Discussions around the return of the land also take place at a moment of greater collaboration between the forestry research staff at the CFC and the band. 

For the past two years, foresters at the University of Minnesota and members of the Fond du Lac Band, alongside members of Ojibwe communities across the state, have worked together on projects involving the cultural uses of low-intensity fire they agree are necessary in stewarding forested lands. 

Several in attendance at the meeting felt there had not been enough opportunity to provide input or feedback on the proposed return of the land. 

Gary Petersen who lives west of Mahtowa attended the meeting as a private citizen.  

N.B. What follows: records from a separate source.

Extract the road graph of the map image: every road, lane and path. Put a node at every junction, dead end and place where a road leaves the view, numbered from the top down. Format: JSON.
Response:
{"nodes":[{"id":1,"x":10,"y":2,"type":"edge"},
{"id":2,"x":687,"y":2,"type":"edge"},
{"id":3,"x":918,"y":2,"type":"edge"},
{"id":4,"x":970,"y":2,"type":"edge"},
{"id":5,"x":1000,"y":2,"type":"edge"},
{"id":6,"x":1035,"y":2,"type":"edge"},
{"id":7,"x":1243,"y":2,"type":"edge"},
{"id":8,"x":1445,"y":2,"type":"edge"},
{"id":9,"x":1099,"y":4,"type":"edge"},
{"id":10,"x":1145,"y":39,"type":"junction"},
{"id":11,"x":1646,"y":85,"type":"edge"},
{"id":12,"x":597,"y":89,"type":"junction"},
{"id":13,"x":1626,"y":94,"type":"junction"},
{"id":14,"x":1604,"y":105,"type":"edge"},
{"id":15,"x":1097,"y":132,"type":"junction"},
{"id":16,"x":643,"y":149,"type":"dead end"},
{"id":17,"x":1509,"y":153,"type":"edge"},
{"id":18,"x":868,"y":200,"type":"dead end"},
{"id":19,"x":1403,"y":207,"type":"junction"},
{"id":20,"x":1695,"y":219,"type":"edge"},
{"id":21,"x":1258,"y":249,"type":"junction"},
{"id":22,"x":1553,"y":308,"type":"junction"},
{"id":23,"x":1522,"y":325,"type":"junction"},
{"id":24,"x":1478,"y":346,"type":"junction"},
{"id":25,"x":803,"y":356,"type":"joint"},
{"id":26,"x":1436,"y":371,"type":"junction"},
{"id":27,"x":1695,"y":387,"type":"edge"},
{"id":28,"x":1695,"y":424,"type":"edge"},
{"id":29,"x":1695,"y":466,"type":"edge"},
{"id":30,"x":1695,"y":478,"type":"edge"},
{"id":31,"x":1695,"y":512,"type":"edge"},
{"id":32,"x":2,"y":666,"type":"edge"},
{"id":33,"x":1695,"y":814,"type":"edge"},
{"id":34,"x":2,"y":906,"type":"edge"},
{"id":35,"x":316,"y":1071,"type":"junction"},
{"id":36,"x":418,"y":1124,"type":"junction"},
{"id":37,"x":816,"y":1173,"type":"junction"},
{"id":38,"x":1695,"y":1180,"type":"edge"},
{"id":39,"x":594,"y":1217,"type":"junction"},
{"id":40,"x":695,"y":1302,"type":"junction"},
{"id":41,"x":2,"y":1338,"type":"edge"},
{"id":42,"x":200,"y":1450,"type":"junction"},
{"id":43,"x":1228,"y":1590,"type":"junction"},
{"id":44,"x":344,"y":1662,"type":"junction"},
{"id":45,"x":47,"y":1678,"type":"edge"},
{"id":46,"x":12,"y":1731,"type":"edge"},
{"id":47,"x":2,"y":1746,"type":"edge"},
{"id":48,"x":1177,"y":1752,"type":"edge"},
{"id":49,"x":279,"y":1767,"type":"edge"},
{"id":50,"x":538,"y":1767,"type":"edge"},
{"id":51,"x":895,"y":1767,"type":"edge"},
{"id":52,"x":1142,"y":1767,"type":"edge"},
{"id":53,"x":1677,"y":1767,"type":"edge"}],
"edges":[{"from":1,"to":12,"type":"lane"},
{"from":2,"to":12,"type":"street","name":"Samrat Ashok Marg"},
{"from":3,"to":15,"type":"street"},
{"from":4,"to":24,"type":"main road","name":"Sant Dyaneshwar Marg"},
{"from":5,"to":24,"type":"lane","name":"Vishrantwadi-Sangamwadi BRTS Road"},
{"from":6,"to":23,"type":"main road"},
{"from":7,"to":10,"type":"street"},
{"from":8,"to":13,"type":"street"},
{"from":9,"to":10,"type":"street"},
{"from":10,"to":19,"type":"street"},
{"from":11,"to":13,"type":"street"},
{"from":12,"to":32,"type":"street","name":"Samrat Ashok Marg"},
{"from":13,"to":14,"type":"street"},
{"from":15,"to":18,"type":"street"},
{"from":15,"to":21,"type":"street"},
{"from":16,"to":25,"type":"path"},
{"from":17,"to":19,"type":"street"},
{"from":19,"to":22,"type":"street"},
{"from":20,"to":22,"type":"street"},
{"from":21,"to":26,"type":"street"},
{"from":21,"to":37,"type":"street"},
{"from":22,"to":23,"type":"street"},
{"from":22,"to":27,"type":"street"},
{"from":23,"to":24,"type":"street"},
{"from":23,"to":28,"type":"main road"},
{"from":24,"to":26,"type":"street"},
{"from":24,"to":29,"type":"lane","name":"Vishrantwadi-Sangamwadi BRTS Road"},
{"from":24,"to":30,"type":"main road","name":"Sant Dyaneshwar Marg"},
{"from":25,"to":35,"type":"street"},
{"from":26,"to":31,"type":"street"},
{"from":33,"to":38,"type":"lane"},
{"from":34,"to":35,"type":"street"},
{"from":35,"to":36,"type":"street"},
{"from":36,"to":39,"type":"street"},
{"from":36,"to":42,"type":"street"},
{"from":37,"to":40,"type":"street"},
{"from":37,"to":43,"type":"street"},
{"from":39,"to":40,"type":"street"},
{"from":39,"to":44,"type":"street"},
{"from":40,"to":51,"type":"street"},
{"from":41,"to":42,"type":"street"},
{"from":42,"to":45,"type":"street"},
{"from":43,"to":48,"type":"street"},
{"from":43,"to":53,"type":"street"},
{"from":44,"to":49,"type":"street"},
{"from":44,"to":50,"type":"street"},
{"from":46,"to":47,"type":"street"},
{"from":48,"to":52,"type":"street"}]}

“I really appreciate having this public listening session, but I think it should have taken place earlier,” said Petersen. 

Petersen, like others, hopes the university and the Fond du Lac Band might work together in a way that would benefit both the band and residents of Minnesota.  

A man talks to a room
Ronald Hagland, Oneida tribal citizen, addressed university officials about the return of land to the Fond du Lac Band of Lake Superior Chippewa on Tuesday.
Melissa Olson | MPR News

Ronald Hagland, an Oneida tribal member, said he’s lived in the Cloquet community since 1978 and is married to a Fond du Lac Band member.  

“I look at this moment in time for the communities of Fond du Lac and Cloquet as a tremendous, tremendous opportunity to really build something together through input and rational decision making.”  

Nenoo-giizhik, a Fond du Lac Band citizen, turned to address the entire auditorium and said he is confident in the band’s ability to care for its forested lands.  

“The first thing I want to say to everyone here is when we do get the land back, we’ll take good care of it,” said Nenoo-giizhik. “Our rice lakes are proof of that. We have some of the best rice lakes in the area, we have proven that we can take care of our land. Now we continue to do so we continue to take care of the woods.”  

Diver says the university will approach the state legislature during the spring session to work through several issues related to the ownership of the land and its transfer.